# ClickJacking and SSL Protection in Apache
On the [Chromium blog](https://blog.chromium.org/) today, Google
[announced](https://blog.chromium.org/2010/01/security-in-depth-new-security-features.html)
a couple of new features to do with improving the safety of web browsing. I've
implemented them both for this website in Apache. The first one is named,
"Strict-Transport-Security," and is currently supported by both Google Chrome
and NoScript, with a native Firefox version under development. It allows you to
specify in your HTTPS response headers that the user agent should perform more
strict SSL checks on future requests, with a server configurable timeout. The
idea of this is that it will help to prevent MITM attacks where the user just clicks through the SSL warnings
whilst ignoring them. https://www.paypal.com/ already supports this feature.
I've currently implemented it with a 30 minute timeout, which I'll increase once
I've had it running for a while. I used mod_headers for Apache. Adding the
following simple configuration to the .htaccess file in the sites document root
was all that was required:
Header set Strict-Transport-Security "max-age=1800"

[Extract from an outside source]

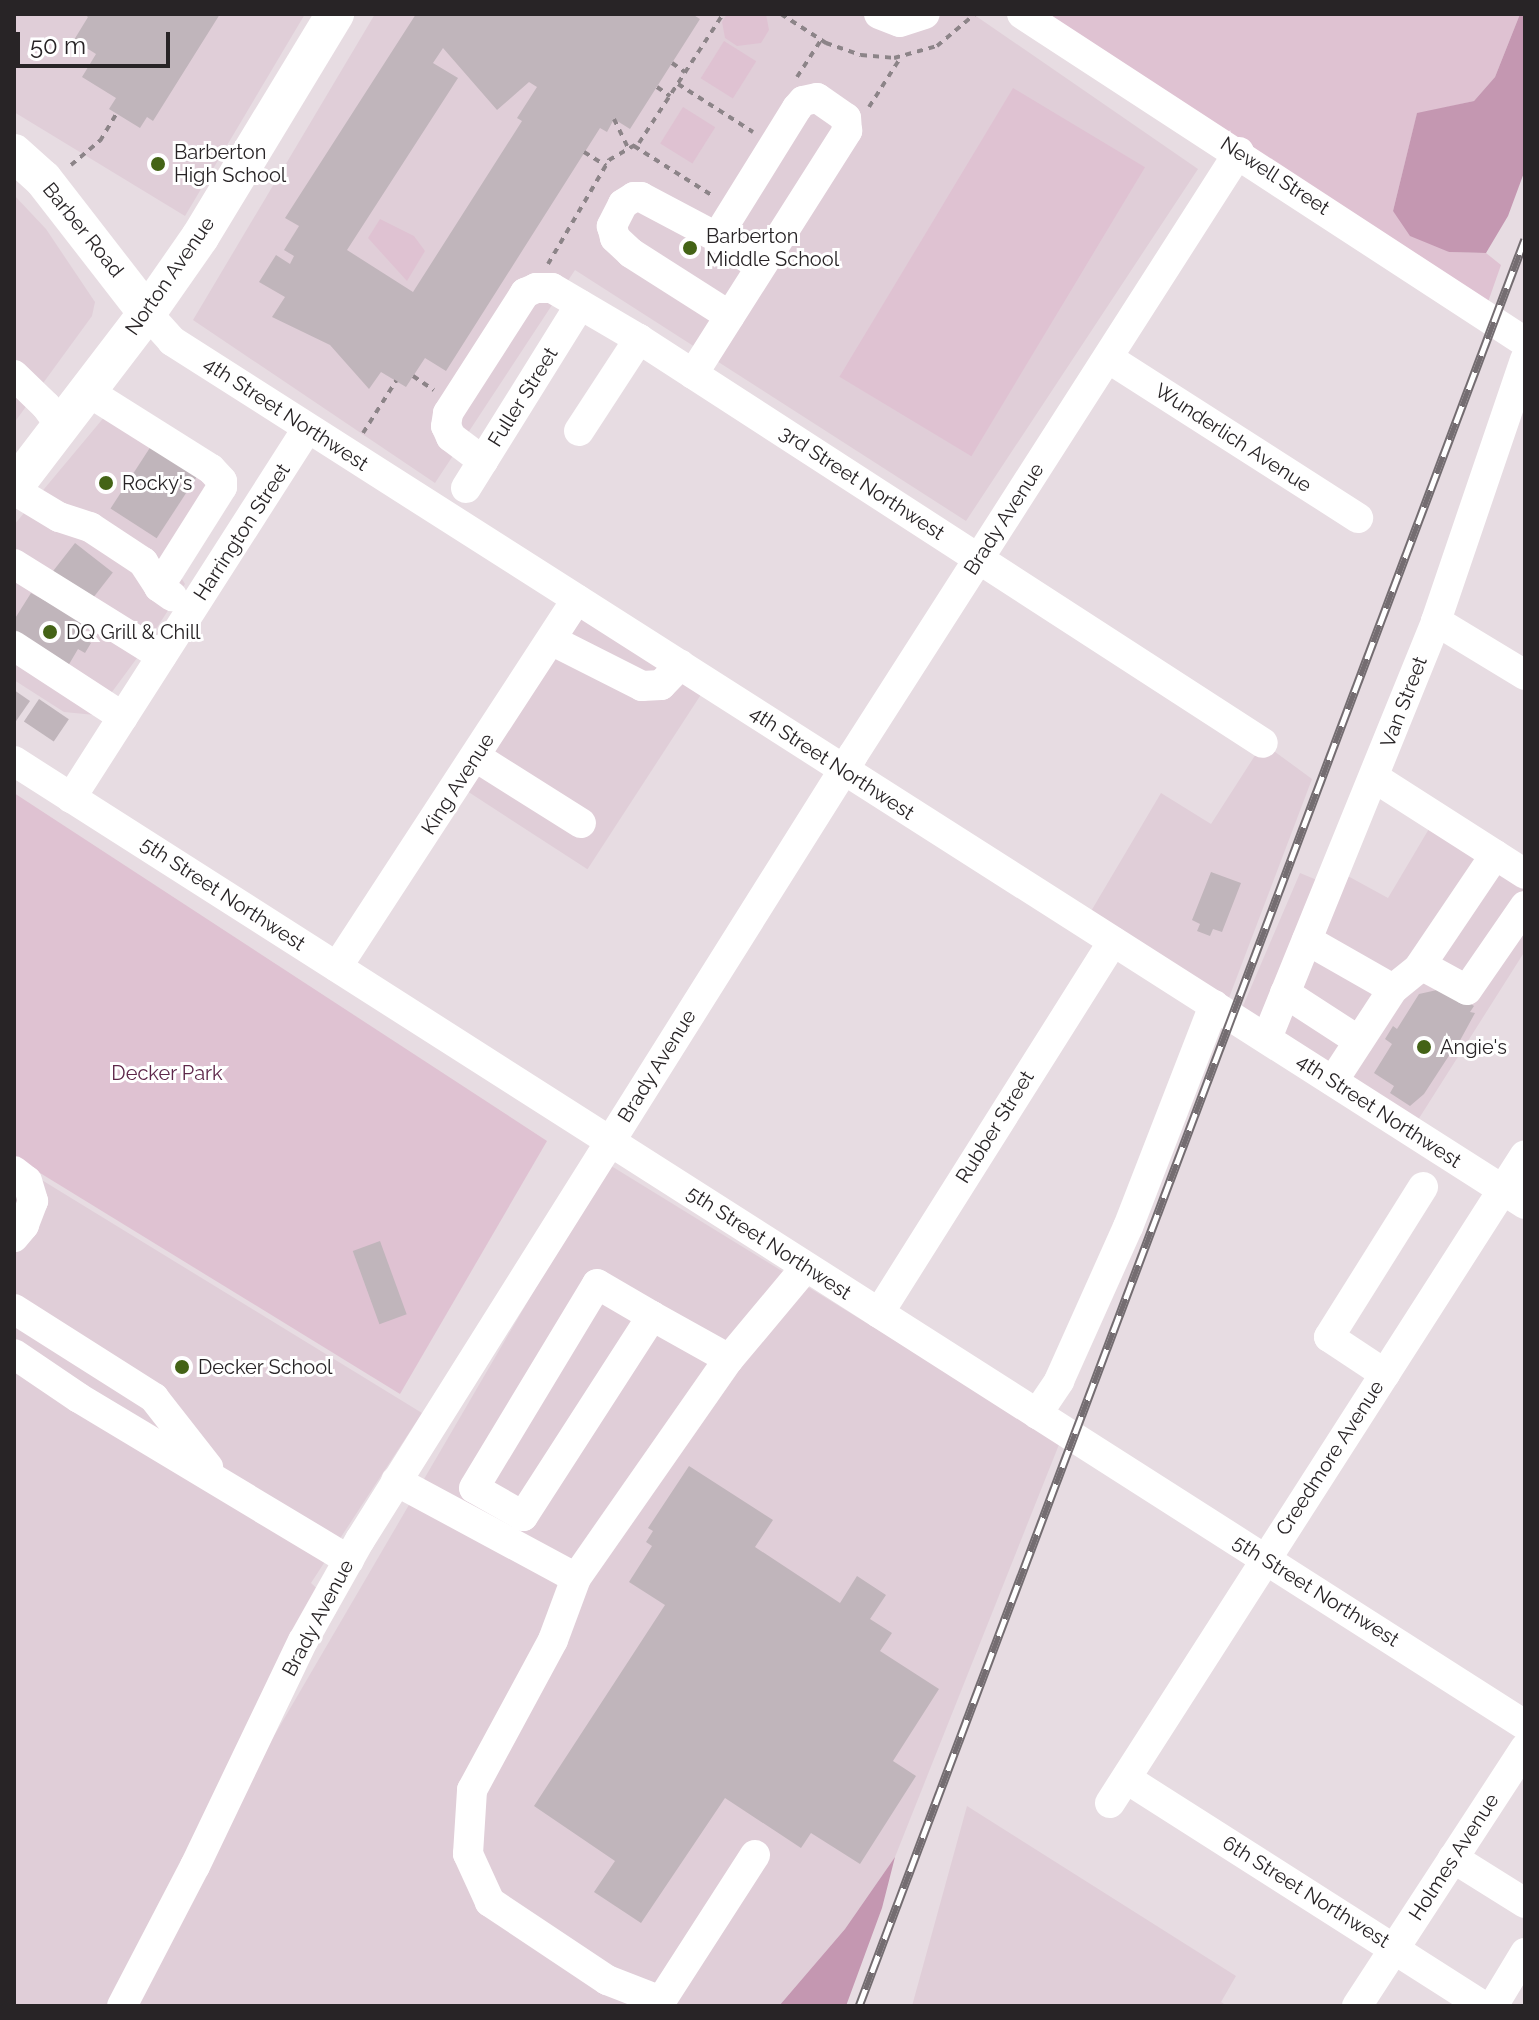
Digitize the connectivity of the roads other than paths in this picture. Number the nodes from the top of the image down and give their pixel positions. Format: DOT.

The second security feature described on the blog exists to defend against
[ClickJacking](https://www.wikipedia.org/wiki/Clickjacking). The idea behind
this is that you should be able to specify that certain web pages (all?) on your
site are not allowed to be opened inside an iFrame. Like
Strict-Transport-Security, this is done by sending a HTTP response header. This
is already supported by Google Chrome, Safari 4 and IE8\. It also seems to work
under Firefox here, but I'm not sure if that is provided by NoScript. Because I
don't use iFrames at all, I implemented it site wide on this website. I used
mod_headers again, and updated my .htaccess to contain the following:
Header set X-Frame-Options "deny"
The "Origin" header is also mentioned as a means to prevent CSRF attacks, but I wont implement that until the
format is finalised.